C'est justement Mr. SENTO qui m'a proposé de faire un film sur le mariage dans le milieu carcéral. J'ai donc commencé à écrire le scénario avec ma femme et je dois dire qu'entre la première version du scénario et la dernière, il n'y a finalement pas trop de différences. En réalité, c'est avec le thème du film tel qui nous a été proposé dès le départ qu'il y a une différence. Dès le début, ma femme et moi avons dit à notre producteur qu'il nous semblait difficile de faire un film sur cet unique thème, nous avons donc développé le scénario comme une histoire d'amour.

De quelle façon travaillez-vous avec votre femme, Tamami MANDA, qui est co-scénariste ?

C'est parfois très difficile (rires). La première fois que nous avons travaillé comme ça c'était pour mon film Unloved, que nous avons co-écrit. Avant ça elle n'avait jamais écrit de scénario. Notre collaboration passe par un processus de corrections et de discussions qui n'est pas toujours facile. Elle a par exemple tendance à mettre des dialogues un peu trop long pour le cinéma, ce qui occasione quelques corrections de ma part parfois sources de mésententes...

Vu que Kiss est un film, disons, moyennement bavard, au mieux, peut-on en déduire que vous avez conséquement taillé dans les dialogues de votre femme ?

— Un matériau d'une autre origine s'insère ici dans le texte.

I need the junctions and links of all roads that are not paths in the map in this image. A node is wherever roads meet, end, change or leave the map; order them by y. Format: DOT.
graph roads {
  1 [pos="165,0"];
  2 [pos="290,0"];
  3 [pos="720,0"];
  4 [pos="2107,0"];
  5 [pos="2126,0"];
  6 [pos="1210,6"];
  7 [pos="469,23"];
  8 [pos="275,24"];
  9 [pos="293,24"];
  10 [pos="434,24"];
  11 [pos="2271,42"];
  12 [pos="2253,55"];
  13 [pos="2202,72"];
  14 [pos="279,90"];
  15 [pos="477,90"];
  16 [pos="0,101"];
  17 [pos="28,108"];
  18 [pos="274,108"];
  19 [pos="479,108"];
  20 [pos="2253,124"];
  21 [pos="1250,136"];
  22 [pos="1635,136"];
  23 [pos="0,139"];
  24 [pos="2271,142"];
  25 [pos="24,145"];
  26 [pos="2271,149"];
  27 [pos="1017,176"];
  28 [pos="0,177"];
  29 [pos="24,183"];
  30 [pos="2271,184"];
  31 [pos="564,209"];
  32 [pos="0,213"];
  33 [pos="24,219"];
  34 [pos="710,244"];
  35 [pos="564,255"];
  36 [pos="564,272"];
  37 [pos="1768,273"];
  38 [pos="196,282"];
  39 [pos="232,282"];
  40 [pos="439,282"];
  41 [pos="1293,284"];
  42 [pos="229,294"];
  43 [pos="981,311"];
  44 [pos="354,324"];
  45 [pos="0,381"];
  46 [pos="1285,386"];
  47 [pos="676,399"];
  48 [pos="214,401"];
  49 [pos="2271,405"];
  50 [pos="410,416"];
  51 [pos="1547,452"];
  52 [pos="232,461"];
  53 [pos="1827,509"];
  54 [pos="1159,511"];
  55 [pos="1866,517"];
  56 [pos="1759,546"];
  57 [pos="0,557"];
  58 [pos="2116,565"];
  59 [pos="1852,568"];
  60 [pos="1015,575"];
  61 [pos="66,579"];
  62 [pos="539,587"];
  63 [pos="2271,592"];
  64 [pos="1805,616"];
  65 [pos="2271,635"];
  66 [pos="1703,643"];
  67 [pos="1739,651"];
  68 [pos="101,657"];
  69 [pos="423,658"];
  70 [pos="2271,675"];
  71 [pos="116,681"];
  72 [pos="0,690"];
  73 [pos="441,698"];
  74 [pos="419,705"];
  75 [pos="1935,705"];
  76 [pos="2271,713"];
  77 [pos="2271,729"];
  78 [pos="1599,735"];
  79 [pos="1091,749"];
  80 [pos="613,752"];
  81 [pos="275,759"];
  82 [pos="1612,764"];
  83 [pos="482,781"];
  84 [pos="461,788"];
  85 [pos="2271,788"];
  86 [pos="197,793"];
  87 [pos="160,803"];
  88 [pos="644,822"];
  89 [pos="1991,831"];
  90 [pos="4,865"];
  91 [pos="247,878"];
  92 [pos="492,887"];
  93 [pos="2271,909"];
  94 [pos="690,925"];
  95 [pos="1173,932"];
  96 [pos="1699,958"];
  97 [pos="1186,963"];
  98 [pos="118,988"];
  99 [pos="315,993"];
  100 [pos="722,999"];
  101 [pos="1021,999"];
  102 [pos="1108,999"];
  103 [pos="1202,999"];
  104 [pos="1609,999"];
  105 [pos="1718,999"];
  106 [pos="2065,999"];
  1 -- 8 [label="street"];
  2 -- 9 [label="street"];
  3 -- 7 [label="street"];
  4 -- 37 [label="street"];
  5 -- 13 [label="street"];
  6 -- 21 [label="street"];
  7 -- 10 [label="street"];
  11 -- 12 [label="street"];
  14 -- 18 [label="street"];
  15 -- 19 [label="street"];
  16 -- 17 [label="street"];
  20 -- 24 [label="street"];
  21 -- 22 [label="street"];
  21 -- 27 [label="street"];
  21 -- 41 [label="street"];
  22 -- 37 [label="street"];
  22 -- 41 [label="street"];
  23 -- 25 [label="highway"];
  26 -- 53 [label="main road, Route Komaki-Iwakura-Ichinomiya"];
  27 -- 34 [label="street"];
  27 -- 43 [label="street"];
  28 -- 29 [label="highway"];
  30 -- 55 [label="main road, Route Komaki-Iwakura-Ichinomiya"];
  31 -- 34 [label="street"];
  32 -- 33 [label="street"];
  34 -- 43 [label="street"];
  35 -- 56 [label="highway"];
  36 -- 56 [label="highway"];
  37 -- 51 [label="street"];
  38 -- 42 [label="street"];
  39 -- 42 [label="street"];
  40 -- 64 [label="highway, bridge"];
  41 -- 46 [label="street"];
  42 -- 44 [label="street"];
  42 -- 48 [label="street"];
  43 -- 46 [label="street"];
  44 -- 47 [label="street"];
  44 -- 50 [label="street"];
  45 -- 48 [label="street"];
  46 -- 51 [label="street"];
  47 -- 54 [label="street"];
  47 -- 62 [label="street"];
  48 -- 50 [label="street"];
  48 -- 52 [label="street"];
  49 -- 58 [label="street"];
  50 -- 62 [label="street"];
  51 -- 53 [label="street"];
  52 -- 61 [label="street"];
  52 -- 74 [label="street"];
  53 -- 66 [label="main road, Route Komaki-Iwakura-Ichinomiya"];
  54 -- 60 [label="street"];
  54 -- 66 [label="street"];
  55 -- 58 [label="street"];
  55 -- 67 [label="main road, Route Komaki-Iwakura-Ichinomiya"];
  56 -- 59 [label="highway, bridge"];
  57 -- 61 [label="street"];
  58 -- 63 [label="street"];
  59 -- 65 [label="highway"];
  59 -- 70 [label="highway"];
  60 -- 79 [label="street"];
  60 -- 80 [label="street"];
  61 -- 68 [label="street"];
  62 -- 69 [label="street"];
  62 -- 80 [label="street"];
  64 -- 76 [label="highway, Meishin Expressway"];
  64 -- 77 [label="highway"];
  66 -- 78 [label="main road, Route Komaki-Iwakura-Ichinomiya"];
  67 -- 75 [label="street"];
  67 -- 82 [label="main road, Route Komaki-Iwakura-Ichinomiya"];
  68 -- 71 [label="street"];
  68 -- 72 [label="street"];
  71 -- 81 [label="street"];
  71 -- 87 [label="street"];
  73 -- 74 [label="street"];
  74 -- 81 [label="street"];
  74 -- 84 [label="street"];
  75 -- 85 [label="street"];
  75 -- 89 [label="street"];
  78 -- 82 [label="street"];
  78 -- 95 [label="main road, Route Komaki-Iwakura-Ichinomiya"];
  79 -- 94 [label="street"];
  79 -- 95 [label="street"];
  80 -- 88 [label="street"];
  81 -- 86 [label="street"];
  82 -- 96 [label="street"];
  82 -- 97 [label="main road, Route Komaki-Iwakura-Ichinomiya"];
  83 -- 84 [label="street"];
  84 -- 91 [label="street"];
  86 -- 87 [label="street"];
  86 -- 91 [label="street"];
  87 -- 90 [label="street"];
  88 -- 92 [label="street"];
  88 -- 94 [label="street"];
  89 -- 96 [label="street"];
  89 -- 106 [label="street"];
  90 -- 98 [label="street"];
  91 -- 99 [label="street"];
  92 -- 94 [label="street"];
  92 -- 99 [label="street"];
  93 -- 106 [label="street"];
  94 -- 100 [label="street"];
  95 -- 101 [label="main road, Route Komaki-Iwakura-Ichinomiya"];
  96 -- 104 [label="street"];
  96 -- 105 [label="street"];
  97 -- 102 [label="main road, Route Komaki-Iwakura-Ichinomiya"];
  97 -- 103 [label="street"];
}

Si on prend le cas de Unloved, c'est vrai que ma femme avait écrit plus de dialogues que ce qui est resté dans la version finale. Ça a causé pas mal de discussions, voir de disputes entre nous, mais au cours de ces échanges je réalisais aussi qu'elle écrivait de bonnes choses. En réalité j'avais un problème d'ego je pense... Par contre pour Kiss, comme nous avions déjà travaillé ensemble, les choses se sont mieux passées, et puis elle a écrit moins de dialogues pour ce film.

Votre mise en scène dans Kiss est plutôt posée, tranquille, alors que les trois personnages principaux vivent des choses intenses : pourquoi ce rythme ?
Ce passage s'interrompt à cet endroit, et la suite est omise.